[Directions]: Collect all lines below with the string "Cartier".

[Exercise data]:

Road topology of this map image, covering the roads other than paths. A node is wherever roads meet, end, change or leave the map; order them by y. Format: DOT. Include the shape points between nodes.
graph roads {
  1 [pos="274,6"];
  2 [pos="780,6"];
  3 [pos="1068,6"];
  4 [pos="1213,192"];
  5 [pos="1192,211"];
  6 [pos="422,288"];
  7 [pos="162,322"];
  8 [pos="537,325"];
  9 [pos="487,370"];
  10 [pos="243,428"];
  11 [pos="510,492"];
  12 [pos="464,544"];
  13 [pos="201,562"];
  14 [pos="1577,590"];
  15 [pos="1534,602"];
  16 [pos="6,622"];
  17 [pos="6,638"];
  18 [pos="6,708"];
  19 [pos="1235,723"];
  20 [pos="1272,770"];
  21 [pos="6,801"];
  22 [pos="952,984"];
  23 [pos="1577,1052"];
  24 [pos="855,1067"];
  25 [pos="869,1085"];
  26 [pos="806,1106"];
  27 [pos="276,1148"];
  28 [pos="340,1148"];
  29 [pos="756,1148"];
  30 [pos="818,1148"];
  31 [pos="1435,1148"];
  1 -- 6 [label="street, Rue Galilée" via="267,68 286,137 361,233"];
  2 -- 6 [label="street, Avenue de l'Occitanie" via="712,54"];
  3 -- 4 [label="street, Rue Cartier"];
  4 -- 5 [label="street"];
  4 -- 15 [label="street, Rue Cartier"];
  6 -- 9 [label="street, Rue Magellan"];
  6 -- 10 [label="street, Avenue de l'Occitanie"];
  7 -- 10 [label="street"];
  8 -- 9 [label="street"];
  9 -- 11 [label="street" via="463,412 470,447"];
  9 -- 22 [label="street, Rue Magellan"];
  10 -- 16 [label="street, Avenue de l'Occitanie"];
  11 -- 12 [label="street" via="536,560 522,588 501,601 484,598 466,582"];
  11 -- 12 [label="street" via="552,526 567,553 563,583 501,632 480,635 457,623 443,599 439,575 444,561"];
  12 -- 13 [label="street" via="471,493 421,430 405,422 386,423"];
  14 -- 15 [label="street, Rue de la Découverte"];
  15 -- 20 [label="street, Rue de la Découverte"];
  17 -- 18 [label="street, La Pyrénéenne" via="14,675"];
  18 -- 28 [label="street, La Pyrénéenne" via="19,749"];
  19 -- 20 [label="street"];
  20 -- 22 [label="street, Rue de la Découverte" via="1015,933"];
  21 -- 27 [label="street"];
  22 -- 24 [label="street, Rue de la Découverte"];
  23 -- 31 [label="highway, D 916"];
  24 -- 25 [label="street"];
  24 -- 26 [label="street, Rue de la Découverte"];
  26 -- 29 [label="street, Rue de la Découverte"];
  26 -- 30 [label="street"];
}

[Written answer]:
  3 -- 4 [label="street, Rue Cartier"];
  4 -- 15 [label="street, Rue Cartier"];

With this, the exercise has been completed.